__ACTIVITY__.
Each line of the records that includes "Ηρακλείου" should be found and copied.

Extracted data entries
=== Begin Enclosure ===
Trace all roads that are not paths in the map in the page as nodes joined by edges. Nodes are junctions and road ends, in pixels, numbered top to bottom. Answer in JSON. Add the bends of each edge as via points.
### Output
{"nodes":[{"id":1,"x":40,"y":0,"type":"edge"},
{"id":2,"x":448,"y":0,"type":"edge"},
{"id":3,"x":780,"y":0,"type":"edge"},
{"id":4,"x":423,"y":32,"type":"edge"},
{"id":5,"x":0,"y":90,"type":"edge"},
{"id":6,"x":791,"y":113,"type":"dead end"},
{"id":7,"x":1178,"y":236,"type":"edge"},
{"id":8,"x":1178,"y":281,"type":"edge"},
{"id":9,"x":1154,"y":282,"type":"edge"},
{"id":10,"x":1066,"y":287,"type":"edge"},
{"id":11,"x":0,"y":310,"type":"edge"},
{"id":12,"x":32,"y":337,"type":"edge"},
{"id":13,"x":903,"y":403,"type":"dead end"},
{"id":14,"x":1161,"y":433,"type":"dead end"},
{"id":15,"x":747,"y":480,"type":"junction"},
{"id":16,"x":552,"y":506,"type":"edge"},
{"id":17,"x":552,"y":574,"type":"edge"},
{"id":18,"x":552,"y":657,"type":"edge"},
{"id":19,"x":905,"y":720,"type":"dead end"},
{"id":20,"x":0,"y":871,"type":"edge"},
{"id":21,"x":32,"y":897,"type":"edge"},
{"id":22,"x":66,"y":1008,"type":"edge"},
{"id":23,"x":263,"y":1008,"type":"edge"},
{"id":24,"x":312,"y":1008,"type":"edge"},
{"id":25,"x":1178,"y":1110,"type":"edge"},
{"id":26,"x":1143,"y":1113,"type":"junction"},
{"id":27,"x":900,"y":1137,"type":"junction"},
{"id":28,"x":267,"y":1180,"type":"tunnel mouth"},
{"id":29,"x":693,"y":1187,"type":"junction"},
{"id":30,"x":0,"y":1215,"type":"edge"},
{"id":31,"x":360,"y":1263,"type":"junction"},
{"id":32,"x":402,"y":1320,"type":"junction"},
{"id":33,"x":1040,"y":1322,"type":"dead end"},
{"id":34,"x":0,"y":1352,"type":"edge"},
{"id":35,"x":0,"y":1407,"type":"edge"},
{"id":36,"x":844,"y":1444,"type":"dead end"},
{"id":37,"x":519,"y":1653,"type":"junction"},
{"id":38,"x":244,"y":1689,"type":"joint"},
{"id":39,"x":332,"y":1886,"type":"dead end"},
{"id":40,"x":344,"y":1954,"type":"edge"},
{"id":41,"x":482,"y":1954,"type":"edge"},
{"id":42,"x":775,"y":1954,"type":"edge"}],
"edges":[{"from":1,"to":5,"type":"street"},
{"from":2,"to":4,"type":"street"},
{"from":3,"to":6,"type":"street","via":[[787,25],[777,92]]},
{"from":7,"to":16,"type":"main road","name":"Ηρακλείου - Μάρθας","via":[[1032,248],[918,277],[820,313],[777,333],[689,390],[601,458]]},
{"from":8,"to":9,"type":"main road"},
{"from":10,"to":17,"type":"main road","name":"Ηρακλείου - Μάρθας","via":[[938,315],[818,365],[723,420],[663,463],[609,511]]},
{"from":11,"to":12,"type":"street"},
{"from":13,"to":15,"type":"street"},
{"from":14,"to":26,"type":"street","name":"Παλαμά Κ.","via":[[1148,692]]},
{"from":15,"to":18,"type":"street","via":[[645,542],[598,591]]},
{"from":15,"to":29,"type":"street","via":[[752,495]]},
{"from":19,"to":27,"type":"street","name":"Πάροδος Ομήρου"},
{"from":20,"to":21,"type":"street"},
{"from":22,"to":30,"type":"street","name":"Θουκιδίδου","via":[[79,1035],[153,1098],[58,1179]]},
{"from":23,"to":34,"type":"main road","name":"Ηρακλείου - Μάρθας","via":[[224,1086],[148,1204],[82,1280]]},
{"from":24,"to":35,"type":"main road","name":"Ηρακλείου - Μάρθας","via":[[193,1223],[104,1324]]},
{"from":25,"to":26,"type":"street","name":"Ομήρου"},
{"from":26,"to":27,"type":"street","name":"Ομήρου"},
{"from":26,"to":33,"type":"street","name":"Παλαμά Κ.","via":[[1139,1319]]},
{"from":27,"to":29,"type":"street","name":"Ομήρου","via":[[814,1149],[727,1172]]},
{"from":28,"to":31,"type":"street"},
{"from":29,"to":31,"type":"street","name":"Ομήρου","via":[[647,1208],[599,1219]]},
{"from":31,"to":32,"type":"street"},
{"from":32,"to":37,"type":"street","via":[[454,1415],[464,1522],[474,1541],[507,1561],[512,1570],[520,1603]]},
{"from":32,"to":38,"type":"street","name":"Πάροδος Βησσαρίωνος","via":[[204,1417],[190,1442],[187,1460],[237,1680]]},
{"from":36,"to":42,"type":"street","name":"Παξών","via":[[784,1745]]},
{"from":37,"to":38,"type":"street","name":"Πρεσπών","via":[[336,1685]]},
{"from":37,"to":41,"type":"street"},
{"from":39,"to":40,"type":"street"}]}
=== End Enclosure ===
__TASK RESPONSE__.
{"from":7,"to":16,"type":"main road","name":"Ηρακλείου - Μάρθας","via":[[1032,248],[918,277],[820,313],[777,333],[689,390],[601,458]]},
{"from":10,"to":17,"type":"main road","name":"Ηρακλείου - Μάρθας","via":[[938,315],[818,365],[723,420],[663,463],[609,511]]},
{"from":23,"to":34,"type":"main road","name":"Ηρακλείου - Μάρθας","via":[[224,1086],[148,1204],[82,1280]]},
{"from":24,"to":35,"type":"main road","name":"Ηρακλείου - Μάρθας","via":[[193,1223],[104,1324]]},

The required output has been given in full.